# [To do]
Output each record exactly, excluding pictures.

# [Input material]
- Opening Delimiter -

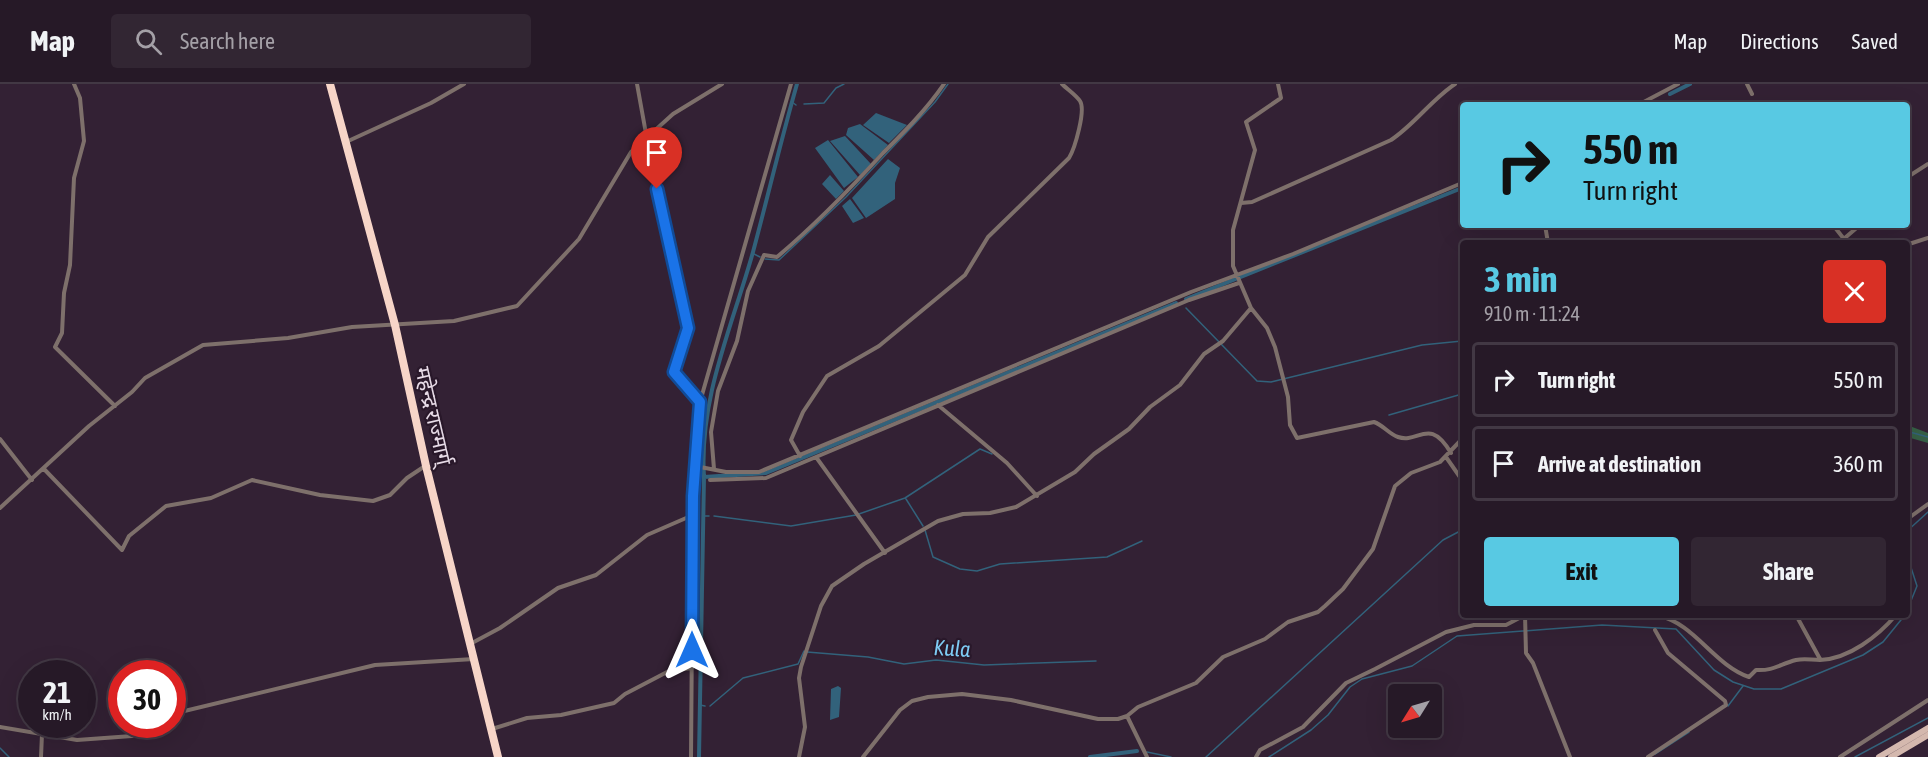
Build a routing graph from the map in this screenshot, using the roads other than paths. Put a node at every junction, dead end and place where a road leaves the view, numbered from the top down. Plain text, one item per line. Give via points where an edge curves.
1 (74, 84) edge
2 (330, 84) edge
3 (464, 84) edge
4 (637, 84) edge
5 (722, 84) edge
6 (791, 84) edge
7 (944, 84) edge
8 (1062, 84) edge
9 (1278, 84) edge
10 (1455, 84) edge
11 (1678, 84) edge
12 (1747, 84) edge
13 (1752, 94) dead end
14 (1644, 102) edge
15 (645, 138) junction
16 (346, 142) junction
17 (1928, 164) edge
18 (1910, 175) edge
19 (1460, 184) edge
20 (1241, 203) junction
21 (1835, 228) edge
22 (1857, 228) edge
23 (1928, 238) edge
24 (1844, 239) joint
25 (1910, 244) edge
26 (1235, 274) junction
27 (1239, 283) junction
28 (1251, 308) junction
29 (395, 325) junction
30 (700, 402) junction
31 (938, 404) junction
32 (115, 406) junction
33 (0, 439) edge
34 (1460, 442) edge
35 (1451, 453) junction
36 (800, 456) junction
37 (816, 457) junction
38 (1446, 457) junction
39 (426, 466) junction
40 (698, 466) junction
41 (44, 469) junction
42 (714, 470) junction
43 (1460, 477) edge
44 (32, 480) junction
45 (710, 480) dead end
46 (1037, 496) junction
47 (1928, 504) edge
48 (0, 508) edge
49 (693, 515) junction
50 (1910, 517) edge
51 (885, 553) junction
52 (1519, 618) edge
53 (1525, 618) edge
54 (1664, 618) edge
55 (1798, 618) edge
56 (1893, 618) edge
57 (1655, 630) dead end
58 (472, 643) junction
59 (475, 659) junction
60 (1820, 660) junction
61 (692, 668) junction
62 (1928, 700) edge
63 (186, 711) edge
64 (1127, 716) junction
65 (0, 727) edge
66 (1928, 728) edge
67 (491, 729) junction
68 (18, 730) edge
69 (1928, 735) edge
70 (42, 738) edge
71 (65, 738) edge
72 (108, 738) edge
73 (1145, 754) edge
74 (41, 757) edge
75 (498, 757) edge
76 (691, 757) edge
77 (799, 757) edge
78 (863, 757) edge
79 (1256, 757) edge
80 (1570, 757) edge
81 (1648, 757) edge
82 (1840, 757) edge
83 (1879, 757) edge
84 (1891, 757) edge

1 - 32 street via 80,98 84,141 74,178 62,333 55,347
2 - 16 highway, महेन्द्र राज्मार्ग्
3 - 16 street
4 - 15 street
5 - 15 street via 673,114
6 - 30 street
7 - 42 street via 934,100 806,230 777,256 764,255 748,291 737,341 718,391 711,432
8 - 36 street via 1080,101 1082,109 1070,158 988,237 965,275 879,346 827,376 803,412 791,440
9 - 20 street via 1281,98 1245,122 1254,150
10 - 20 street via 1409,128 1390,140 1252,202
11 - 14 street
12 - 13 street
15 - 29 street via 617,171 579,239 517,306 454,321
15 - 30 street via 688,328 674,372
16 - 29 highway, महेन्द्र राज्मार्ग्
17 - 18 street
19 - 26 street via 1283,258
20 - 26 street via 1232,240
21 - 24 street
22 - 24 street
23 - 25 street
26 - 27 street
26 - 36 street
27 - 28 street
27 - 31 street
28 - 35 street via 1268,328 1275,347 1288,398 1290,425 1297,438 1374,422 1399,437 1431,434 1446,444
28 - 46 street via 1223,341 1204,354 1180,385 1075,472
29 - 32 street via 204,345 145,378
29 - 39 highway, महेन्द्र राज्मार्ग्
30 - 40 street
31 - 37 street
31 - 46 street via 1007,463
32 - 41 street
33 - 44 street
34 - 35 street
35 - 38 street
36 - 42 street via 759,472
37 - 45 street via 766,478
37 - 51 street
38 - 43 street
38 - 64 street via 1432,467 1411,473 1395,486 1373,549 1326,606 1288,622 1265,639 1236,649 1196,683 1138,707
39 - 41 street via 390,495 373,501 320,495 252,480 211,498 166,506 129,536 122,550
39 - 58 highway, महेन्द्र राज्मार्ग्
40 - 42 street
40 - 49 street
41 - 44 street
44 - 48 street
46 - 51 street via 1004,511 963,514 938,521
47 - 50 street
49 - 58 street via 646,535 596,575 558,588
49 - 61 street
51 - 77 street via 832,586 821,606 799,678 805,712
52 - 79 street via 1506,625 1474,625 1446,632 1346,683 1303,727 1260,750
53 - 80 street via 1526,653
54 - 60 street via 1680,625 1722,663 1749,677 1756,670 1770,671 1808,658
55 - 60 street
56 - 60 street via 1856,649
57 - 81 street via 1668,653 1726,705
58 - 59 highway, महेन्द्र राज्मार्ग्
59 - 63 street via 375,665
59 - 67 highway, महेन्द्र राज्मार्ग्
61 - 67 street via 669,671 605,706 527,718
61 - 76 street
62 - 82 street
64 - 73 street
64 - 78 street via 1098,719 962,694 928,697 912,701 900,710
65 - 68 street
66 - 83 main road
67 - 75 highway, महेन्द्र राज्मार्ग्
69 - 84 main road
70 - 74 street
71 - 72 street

- Closing Delimiter -

# [Response]
Build a routing graph from the map in this screenshot, using the roads other than paths. Put a node at every junction, dead end and place where a road leaves the view, numbered from the top down. Plain text, one item per line. Give via points where an edge curves.
1 (74, 84) edge
2 (330, 84) edge
3 (464, 84) edge
4 (637, 84) edge
5 (722, 84) edge
6 (791, 84) edge
7 (944, 84) edge
8 (1062, 84) edge
9 (1278, 84) edge
10 (1455, 84) edge
11 (1678, 84) edge
12 (1747, 84) edge
13 (1752, 94) dead end
14 (1644, 102) edge
15 (645, 138) junction
16 (346, 142) junction
17 (1928, 164) edge
18 (1910, 175) edge
19 (1460, 184) edge
20 (1241, 203) junction
21 (1835, 228) edge
22 (1857, 228) edge
23 (1928, 238) edge
24 (1844, 239) joint
25 (1910, 244) edge
26 (1235, 274) junction
27 (1239, 283) junction
28 (1251, 308) junction
29 (395, 325) junction
30 (700, 402) junction
31 (938, 404) junction
32 (115, 406) junction
33 (0, 439) edge
34 (1460, 442) edge
35 (1451, 453) junction
36 (800, 456) junction
37 (816, 457) junction
38 (1446, 457) junction
39 (426, 466) junction
40 (698, 466) junction
41 (44, 469) junction
42 (714, 470) junction
43 (1460, 477) edge
44 (32, 480) junction
45 (710, 480) dead end
46 (1037, 496) junction
47 (1928, 504) edge
48 (0, 508) edge
49 (693, 515) junction
50 (1910, 517) edge
51 (885, 553) junction
52 (1519, 618) edge
53 (1525, 618) edge
54 (1664, 618) edge
55 (1798, 618) edge
56 (1893, 618) edge
57 (1655, 630) dead end
58 (472, 643) junction
59 (475, 659) junction
60 (1820, 660) junction
61 (692, 668) junction
62 (1928, 700) edge
63 (186, 711) edge
64 (1127, 716) junction
65 (0, 727) edge
66 (1928, 728) edge
67 (491, 729) junction
68 (18, 730) edge
69 (1928, 735) edge
70 (42, 738) edge
71 (65, 738) edge
72 (108, 738) edge
73 (1145, 754) edge
74 (41, 757) edge
75 (498, 757) edge
76 (691, 757) edge
77 (799, 757) edge
78 (863, 757) edge
79 (1256, 757) edge
80 (1570, 757) edge
81 (1648, 757) edge
82 (1840, 757) edge
83 (1879, 757) edge
84 (1891, 757) edge

1 - 32 street via 80,98 84,141 74,178 62,333 55,347
2 - 16 highway, महेन्द्र राज्मार्ग्
3 - 16 street
4 - 15 street
5 - 15 street via 673,114
6 - 30 street
7 - 42 street via 934,100 806,230 777,256 764,255 748,291 737,341 718,391 711,432
8 - 36 street via 1080,101 1082,109 1070,158 988,237 965,275 879,346 827,376 803,412 791,440
9 - 20 street via 1281,98 1245,122 1254,150
10 - 20 street via 1409,128 1390,140 1252,202
11 - 14 street
12 - 13 street
15 - 29 street via 617,171 579,239 517,306 454,321
15 - 30 street via 688,328 674,372
16 - 29 highway, महेन्द्र राज्मार्ग्
17 - 18 street
19 - 26 street via 1283,258
20 - 26 street via 1232,240
21 - 24 street
22 - 24 street
23 - 25 street
26 - 27 street
26 - 36 street
27 - 28 street
27 - 31 street
28 - 35 street via 1268,328 1275,347 1288,398 1290,425 1297,438 1374,422 1399,437 1431,434 1446,444
28 - 46 street via 1223,341 1204,354 1180,385 1075,472
29 - 32 street via 204,345 145,378
29 - 39 highway, महेन्द्र राज्मार्ग्
30 - 40 street
31 - 37 street
31 - 46 street via 1007,463
32 - 41 street
33 - 44 street
34 - 35 street
35 - 38 street
36 - 42 street via 759,472
37 - 45 street via 766,478
37 - 51 street
38 - 43 street
38 - 64 street via 1432,467 1411,473 1395,486 1373,549 1326,606 1288,622 1265,639 1236,649 1196,683 1138,707
39 - 41 street via 390,495 373,501 320,495 252,480 211,498 166,506 129,536 122,550
39 - 58 highway, महेन्द्र राज्मार्ग्
40 - 42 street
40 - 49 street
41 - 44 street
44 - 48 street
46 - 51 street via 1004,511 963,514 938,521
47 - 50 street
49 - 58 street via 646,535 596,575 558,588
49 - 61 street
51 - 77 street via 832,586 821,606 799,678 805,712
52 - 79 street via 1506,625 1474,625 1446,632 1346,683 1303,727 1260,750
53 - 80 street via 1526,653
54 - 60 street via 1680,625 1722,663 1749,677 1756,670 1770,671 1808,658
55 - 60 street
56 - 60 street via 1856,649
57 - 81 street via 1668,653 1726,705
58 - 59 highway, महेन्द्र राज्मार्ग्
59 - 63 street via 375,665
59 - 67 highway, महेन्द्र राज्मार्ग्
61 - 67 street via 669,671 605,706 527,718
61 - 76 street
62 - 82 street
64 - 73 street
64 - 78 street via 1098,719 962,694 928,697 912,701 900,710
65 - 68 street
66 - 83 main road
67 - 75 highway, महेन्द्र राज्मार्ग्
69 - 84 main road
70 - 74 street
71 - 72 street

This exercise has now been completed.